Nothing but the records themselves, exactly as written, should appear in the reply; leave out the pictures.

**Given entries:**
--- START ---

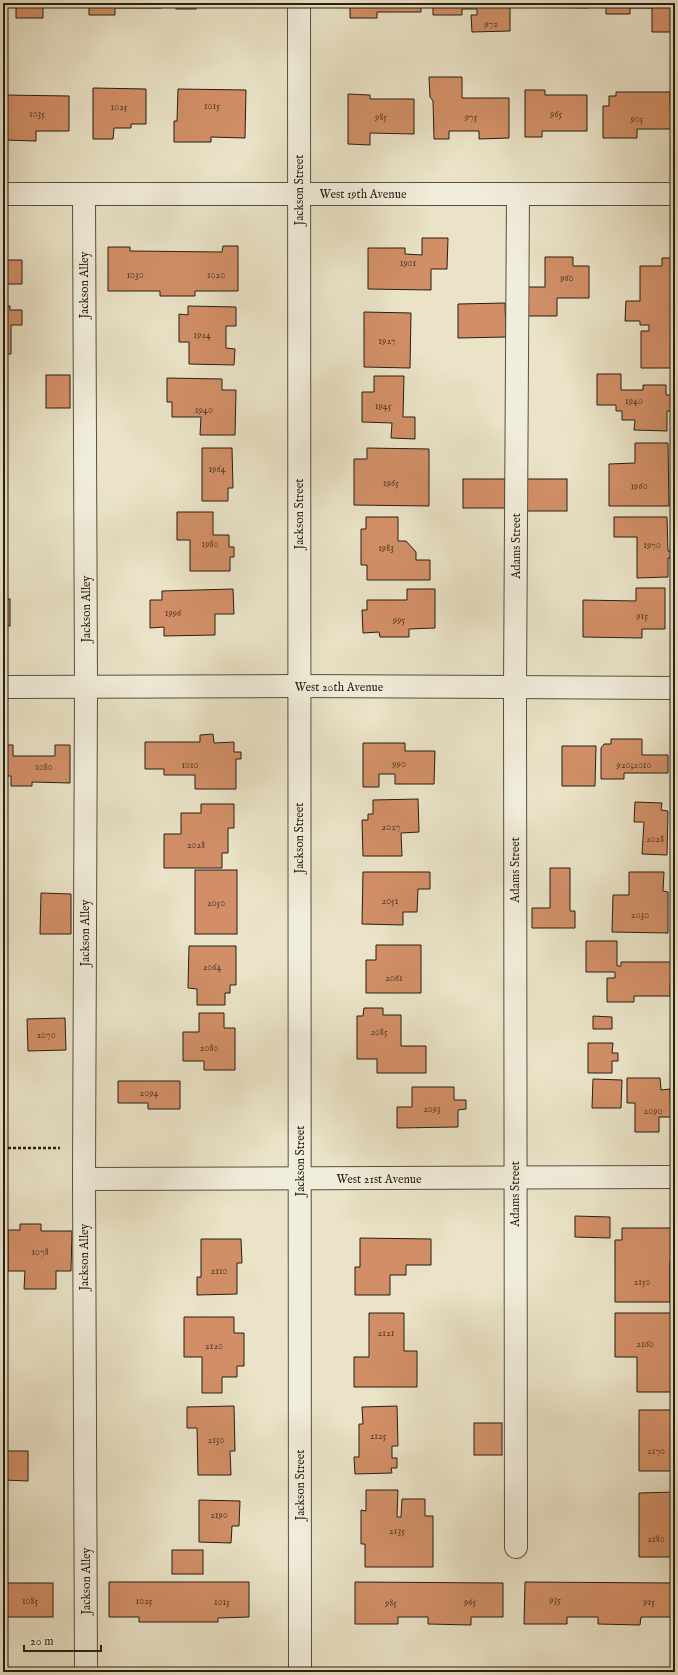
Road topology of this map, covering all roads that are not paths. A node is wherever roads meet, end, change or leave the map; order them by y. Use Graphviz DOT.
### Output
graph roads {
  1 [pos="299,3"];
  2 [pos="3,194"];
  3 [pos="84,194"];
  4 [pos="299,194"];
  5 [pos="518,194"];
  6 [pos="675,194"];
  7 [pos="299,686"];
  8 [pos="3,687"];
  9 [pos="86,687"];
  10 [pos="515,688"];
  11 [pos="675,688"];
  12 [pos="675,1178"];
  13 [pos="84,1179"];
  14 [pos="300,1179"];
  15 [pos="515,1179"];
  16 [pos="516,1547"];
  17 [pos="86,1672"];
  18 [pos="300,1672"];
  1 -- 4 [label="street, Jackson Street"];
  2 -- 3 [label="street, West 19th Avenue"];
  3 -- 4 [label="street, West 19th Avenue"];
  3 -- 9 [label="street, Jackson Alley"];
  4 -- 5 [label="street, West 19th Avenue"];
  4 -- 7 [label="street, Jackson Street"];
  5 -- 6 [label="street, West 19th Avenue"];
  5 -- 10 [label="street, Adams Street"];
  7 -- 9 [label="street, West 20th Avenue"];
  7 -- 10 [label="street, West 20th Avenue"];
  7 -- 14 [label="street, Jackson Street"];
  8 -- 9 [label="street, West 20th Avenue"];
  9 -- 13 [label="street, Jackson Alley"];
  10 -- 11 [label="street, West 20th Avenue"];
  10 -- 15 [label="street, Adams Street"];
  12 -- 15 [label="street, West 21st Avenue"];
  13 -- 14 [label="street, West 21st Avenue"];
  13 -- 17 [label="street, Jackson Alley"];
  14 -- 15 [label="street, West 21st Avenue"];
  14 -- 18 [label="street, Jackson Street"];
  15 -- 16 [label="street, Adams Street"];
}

--- END ---

**Response:**
Road topology of this map, covering all roads that are not paths. A node is wherever roads meet, end, change or leave the map; order them by y. Use Graphviz DOT.
### Output
graph roads {
  1 [pos="299,3"];
  2 [pos="3,194"];
  3 [pos="84,194"];
  4 [pos="299,194"];
  5 [pos="518,194"];
  6 [pos="675,194"];
  7 [pos="299,686"];
  8 [pos="3,687"];
  9 [pos="86,687"];
  10 [pos="515,688"];
  11 [pos="675,688"];
  12 [pos="675,1178"];
  13 [pos="84,1179"];
  14 [pos="300,1179"];
  15 [pos="515,1179"];
  16 [pos="516,1547"];
  17 [pos="86,1672"];
  18 [pos="300,1672"];
  1 -- 4 [label="street, Jackson Street"];
  2 -- 3 [label="street, West 19th Avenue"];
  3 -- 4 [label="street, West 19th Avenue"];
  3 -- 9 [label="street, Jackson Alley"];
  4 -- 5 [label="street, West 19th Avenue"];
  4 -- 7 [label="street, Jackson Street"];
  5 -- 6 [label="street, West 19th Avenue"];
  5 -- 10 [label="street, Adams Street"];
  7 -- 9 [label="street, West 20th Avenue"];
  7 -- 10 [label="street, West 20th Avenue"];
  7 -- 14 [label="street, Jackson Street"];
  8 -- 9 [label="street, West 20th Avenue"];
  9 -- 13 [label="street, Jackson Alley"];
  10 -- 11 [label="street, West 20th Avenue"];
  10 -- 15 [label="street, Adams Street"];
  12 -- 15 [label="street, West 21st Avenue"];
  13 -- 14 [label="street, West 21st Avenue"];
  13 -- 17 [label="street, Jackson Alley"];
  14 -- 15 [label="street, West 21st Avenue"];
  14 -- 18 [label="street, Jackson Street"];
  15 -- 16 [label="street, Adams Street"];
}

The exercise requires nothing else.